Golf And Zen - Chapter 2

The Fundamental Truth Golf and Zen

About Golfing Zen: This is the second in a continuing series of short essays dealing with the application of Eastern spiritual philosophy to your golf game.

The surface intent is that, as you apply the ideas, your golf and your enjoyment of the game will grow. However there is also an underlying motive: as you are able to see gains on the course, you’ll then be moved to alter your approach to life as well.

Today’s Topic: The Fundamental Truth

In these articles, I’ll be simplifying as we talk about the Eastern philosophies, and this topic title is a good example. Buddhism actually opens its doors with The Four Noble Truths.

The first of those is that our experience is marked by suffering. Living means to suffer. The Eastern term is “dukka.”

The second shows the source of dukka to be desire, and the third shows how we can eliminate suffering; if it is desire that leads to suffering, then the obvious solution is to stop desiring. Obvious, sure, but we would agree it isn’t easy.

This doesn’t mean we stop living, that we give up work, play, relationships, learning and growth, or even that we forsake goals. It does mean we stop agonizing about it all. Some things we’ll never have. I won’t be the next Senator from Pennsylvania, and I’m not going to make the PGA tour. That’s obvious enough, but most of us continue to hunger after things that are permanently outside our grasp, without admitting it to ourselves.

Or, there are goals that we can eventually reach but that we don’t have this minute. I’d like to have a retirement home in Asheville, North Carolina. But I don’t, today, and if I obsess about it I can easily lose sight of the pleasures of my current life. It’s a fundamental: hungering after something not yet here contaminates our today.

So, the fundamental truth we’re talking about is this. Whatever we have today is everything we need – today.

The last of the Noble Truths lays out how to let go of desire: by following the Eightfold Path (understanding, thought, speech, action, livelihood, effort, mindfulness, and concentration). But the Path a big subject and is for the future; I’ll certainly do a piece on each of those steps along the Path in future articles.

For now, the connection to golf is obvious to any of us that have suffered on the course. And who of us hasn’t suffered? Ever throw a club? Dress yourself down — either out loud or within your mind?

Beyond the momentary outbursts, is your enjoyment of the game in general contaminated by not being good enough? Are you reluctant to play with people that are better? Do you despair about lack of improvement?
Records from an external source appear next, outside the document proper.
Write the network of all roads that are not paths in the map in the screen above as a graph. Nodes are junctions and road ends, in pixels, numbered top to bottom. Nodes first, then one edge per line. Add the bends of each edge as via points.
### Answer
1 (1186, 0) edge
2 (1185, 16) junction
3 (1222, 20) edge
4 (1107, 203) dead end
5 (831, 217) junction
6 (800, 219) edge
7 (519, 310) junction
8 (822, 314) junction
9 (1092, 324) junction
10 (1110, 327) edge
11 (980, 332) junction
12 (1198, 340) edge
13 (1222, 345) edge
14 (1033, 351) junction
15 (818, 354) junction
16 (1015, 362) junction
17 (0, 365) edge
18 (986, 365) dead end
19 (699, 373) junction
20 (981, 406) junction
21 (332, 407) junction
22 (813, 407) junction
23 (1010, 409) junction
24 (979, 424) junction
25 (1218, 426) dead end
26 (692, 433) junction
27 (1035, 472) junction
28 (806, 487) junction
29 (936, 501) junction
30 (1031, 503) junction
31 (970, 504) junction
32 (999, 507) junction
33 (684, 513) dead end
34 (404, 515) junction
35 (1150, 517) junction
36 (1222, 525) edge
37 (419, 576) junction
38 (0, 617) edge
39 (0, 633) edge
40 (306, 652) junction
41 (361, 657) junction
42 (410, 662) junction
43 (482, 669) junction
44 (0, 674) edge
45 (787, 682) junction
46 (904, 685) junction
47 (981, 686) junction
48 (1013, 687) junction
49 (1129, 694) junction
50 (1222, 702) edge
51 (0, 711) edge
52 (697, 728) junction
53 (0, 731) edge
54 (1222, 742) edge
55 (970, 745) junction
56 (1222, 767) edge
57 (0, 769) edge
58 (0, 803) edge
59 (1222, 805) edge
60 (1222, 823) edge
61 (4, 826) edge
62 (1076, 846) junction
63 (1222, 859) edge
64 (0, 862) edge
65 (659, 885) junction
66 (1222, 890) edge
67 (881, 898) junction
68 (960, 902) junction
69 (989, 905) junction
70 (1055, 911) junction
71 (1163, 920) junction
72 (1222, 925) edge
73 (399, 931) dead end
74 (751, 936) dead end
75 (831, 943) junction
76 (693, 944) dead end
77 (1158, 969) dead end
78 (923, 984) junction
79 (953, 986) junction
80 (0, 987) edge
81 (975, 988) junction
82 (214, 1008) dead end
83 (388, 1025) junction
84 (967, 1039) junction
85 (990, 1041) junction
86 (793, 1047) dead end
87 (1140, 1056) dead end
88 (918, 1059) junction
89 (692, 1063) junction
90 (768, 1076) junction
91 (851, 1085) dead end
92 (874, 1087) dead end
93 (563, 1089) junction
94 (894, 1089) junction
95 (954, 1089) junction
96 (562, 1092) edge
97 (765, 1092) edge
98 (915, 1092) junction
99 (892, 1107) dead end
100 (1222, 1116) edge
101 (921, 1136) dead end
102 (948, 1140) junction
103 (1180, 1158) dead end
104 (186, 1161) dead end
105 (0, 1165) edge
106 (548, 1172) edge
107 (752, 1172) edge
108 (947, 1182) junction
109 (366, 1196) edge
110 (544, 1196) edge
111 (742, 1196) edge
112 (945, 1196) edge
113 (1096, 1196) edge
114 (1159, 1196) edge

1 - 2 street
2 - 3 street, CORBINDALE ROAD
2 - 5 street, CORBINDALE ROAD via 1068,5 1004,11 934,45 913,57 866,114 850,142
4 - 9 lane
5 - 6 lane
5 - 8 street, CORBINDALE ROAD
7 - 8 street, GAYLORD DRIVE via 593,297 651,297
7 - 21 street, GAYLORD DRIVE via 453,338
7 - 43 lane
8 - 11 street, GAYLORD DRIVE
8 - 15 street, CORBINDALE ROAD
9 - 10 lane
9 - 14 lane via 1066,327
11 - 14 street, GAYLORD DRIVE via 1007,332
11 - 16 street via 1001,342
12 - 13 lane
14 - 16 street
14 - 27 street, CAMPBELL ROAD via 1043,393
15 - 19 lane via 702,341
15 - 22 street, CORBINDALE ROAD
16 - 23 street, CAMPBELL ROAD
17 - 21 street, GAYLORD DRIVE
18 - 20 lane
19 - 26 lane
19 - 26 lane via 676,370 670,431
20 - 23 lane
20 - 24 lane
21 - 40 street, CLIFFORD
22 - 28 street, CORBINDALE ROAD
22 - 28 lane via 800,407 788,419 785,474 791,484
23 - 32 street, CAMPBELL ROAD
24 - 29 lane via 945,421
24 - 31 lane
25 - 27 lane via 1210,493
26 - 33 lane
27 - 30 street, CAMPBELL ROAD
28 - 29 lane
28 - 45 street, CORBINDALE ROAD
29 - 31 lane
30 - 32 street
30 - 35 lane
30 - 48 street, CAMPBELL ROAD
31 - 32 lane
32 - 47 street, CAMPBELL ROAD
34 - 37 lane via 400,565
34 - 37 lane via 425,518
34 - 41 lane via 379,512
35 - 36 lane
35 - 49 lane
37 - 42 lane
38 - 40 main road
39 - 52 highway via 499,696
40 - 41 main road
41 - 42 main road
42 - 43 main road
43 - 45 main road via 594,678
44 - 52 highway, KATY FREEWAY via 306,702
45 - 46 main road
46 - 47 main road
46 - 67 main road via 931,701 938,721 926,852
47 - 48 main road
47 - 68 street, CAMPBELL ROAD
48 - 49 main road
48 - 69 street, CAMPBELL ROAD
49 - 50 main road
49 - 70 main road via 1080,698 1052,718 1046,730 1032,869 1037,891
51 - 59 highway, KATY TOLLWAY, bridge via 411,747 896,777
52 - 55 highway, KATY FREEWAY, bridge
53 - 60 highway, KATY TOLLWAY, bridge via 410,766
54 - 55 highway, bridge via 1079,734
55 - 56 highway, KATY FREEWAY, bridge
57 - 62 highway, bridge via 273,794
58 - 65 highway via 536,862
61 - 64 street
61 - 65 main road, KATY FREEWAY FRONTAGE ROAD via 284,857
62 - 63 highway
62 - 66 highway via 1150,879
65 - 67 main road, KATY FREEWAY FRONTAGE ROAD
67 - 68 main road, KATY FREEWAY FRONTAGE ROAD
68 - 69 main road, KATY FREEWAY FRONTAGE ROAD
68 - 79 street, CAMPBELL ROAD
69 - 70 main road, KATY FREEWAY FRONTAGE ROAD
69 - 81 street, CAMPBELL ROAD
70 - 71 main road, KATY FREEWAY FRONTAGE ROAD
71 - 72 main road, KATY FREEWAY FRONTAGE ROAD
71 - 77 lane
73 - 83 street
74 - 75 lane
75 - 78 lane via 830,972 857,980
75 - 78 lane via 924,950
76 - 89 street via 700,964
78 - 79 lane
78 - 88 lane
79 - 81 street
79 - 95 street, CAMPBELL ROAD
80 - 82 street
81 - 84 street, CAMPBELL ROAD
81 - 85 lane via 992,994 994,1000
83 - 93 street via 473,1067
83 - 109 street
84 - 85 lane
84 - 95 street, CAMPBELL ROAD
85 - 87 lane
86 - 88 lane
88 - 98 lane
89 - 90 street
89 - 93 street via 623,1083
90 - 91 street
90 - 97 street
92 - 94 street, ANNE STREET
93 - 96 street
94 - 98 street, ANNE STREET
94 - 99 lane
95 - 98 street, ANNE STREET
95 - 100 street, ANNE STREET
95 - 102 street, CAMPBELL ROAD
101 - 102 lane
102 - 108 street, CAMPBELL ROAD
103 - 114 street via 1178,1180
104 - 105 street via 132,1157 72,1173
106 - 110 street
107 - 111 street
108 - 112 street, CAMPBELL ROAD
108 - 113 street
Do you think about giving up?

The First Noble Truth within Buddhism is equally true on the golf course; our golfing dukka comes from our excessive desire, from our grasping after success. And here’s the real secret… that comes from playing golf in an ego-driven state. If we’re playing to re-enforce our own ego — either to others or to ourselves — then we’re going to struggle.

The answer lies in a simple (granted, difficult) idea: we are, today, only what we are today; our swing is what it is; our mental game is what it is. Therefore — we’re perfect — today. We can let our self focus on the beauty of the walk in the park, on the companionship of friends. We can be alert, we can pay attention, we can be mindful of everything we see and experience, we can allow our game to be what it is, and we can trust that we’re on a path that will take us to higher levels as we continue move along. And that’s true!

I’ll be giving you lots of ‘tips’ or ‘thought exercises’ as we move through these articles, and here’s one that applies to this subject. You can reduce your grasping (and thereby, your golf-course dukka) by detaching for the outcome. Laird Small, the head pro at Pebble Beach, calls it “NATO: Not Attached To Outcome.”

Here’s one way of doing that. Your golf-course job is to swing the club in a graceful, rhythmic, and balanced way. The Golf God’s job is to move the ball to a new point, for your next test. Your job is only to be mindful of how well you perform your task and to then get out of the way and let the Golf God do his. Try that, next time out.

Next Time: You Already Know.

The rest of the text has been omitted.